→ **Dataset records**
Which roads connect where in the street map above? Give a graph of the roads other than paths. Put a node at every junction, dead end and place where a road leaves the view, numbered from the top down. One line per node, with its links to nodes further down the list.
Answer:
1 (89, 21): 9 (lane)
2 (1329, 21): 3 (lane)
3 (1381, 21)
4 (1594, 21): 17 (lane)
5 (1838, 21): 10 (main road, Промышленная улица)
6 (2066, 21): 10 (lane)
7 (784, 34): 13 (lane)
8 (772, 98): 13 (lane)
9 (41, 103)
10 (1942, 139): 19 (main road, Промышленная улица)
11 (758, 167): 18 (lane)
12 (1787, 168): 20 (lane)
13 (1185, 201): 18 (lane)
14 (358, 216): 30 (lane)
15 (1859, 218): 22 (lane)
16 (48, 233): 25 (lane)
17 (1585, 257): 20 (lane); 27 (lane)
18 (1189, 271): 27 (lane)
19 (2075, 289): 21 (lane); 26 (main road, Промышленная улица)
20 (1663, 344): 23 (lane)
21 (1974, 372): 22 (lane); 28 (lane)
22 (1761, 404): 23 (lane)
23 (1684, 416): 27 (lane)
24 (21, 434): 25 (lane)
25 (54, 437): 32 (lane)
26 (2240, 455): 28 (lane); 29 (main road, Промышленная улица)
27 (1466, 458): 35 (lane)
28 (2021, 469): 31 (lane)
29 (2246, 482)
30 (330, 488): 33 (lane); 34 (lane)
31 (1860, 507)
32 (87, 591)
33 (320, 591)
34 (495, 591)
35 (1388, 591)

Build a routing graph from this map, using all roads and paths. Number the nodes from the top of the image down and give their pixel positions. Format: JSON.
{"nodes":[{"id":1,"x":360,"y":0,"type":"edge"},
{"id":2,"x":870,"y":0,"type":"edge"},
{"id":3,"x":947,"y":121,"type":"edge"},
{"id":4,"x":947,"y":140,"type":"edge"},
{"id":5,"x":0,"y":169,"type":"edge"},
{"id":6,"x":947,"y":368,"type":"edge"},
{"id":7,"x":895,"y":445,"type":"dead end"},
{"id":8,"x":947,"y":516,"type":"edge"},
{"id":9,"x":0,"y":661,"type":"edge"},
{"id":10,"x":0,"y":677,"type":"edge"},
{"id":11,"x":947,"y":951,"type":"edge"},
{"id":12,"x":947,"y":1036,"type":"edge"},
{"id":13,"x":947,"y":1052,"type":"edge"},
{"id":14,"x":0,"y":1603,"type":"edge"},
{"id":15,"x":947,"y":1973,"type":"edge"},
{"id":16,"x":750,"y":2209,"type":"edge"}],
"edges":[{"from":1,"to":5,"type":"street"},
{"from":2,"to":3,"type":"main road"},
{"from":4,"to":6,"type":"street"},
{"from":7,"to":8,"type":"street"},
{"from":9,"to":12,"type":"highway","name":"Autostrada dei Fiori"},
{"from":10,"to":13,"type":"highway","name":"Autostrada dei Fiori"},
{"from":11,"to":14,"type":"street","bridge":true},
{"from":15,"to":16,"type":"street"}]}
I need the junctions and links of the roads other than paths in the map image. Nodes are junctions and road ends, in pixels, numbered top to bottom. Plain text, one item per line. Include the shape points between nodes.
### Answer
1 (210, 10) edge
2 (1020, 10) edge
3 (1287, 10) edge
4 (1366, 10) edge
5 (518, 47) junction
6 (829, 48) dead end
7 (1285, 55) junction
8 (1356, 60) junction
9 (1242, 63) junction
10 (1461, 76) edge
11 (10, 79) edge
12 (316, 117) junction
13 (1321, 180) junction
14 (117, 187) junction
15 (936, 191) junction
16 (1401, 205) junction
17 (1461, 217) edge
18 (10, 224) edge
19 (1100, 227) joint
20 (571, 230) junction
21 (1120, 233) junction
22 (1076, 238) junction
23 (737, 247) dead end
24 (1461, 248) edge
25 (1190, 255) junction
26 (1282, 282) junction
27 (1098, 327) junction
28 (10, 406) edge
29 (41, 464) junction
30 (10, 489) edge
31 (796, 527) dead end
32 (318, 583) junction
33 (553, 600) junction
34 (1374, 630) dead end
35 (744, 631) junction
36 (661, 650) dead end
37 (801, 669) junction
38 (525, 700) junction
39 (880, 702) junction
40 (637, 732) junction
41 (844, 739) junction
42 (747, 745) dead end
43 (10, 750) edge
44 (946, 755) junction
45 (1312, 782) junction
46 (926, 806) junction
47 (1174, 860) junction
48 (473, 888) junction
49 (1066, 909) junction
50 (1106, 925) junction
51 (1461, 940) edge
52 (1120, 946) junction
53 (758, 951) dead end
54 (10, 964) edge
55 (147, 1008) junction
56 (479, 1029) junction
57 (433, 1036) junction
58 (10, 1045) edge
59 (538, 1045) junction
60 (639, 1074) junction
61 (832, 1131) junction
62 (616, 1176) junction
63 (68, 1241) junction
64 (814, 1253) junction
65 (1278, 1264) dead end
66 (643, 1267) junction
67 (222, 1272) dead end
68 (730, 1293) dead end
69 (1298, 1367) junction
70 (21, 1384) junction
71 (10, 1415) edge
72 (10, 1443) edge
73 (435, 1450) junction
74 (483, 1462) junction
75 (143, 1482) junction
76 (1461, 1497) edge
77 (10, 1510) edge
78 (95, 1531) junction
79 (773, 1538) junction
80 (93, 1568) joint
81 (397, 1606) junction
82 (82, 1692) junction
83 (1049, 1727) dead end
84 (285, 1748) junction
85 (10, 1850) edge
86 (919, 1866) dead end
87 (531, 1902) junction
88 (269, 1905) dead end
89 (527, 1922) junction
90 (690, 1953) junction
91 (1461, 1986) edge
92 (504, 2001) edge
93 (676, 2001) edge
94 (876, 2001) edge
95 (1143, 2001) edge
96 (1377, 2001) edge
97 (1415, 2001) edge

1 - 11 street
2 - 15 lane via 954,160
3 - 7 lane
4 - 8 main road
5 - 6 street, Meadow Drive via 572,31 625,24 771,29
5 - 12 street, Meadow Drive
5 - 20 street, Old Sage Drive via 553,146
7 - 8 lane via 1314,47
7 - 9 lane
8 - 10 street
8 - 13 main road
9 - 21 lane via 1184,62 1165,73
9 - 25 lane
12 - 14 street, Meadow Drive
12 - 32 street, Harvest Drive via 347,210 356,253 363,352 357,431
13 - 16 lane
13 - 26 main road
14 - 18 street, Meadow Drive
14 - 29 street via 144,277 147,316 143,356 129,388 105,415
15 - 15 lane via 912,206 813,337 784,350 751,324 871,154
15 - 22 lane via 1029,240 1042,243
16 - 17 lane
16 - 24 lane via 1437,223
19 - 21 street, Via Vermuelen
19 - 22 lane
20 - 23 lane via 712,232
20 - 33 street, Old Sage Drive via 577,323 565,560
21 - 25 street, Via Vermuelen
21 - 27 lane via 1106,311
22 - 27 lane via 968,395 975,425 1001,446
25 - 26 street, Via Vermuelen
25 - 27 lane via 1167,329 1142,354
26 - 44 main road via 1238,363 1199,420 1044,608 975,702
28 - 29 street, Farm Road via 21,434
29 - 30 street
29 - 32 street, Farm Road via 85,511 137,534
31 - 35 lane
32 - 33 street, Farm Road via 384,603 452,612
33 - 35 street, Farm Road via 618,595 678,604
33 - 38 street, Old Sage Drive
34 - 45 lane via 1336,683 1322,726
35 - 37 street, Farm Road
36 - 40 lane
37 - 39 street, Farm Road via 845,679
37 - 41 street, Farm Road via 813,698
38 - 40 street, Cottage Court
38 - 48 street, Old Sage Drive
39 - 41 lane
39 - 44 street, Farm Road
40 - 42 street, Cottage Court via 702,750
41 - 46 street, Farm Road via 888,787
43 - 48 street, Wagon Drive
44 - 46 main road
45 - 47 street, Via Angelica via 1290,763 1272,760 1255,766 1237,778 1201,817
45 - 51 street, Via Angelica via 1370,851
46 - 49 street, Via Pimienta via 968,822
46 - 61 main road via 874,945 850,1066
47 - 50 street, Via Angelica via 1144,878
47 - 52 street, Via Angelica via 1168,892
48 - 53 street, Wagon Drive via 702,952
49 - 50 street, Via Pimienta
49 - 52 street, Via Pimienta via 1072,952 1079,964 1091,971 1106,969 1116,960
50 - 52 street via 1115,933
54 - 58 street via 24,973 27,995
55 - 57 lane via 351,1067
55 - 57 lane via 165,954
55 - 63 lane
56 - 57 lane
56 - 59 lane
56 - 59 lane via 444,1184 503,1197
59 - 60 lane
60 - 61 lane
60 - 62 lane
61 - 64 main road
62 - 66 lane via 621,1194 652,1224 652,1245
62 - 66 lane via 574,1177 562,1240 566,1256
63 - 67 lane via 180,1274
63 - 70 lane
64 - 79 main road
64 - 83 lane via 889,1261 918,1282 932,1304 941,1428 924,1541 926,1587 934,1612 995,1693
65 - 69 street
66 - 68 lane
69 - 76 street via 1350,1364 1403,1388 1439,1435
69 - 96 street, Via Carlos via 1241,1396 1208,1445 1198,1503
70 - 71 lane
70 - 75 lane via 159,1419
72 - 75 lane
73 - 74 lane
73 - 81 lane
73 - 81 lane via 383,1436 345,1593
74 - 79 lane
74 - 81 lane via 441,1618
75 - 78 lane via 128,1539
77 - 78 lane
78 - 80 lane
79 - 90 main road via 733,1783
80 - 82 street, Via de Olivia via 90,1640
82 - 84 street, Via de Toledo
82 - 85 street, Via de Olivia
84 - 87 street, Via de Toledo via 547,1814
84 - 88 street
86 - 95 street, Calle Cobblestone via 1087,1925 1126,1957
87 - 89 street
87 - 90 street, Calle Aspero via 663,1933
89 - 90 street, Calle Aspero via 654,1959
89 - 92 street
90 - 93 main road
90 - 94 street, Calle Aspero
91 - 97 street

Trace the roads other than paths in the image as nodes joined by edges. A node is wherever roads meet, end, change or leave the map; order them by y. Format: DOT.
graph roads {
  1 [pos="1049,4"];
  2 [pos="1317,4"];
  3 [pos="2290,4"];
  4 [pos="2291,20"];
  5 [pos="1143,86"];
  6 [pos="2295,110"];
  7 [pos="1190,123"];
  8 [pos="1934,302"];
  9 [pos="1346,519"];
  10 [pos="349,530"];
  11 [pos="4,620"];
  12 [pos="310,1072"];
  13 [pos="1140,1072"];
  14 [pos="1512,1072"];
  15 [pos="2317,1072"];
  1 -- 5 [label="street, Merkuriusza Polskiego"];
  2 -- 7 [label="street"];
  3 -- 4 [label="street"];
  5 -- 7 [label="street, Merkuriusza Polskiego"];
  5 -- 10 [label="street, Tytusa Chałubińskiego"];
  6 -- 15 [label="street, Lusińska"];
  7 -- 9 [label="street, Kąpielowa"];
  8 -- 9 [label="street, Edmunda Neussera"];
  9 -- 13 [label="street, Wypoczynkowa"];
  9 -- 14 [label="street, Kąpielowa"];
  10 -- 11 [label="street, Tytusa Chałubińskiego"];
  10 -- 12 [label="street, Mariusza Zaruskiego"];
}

→ **Your objective**
From the entries above, copy each line that holds "Chałubińskiego".

→ **Written reply**
  5 -- 10 [label="street, Tytusa Chałubińskiego"];
  10 -- 11 [label="street, Tytusa Chałubińskiego"];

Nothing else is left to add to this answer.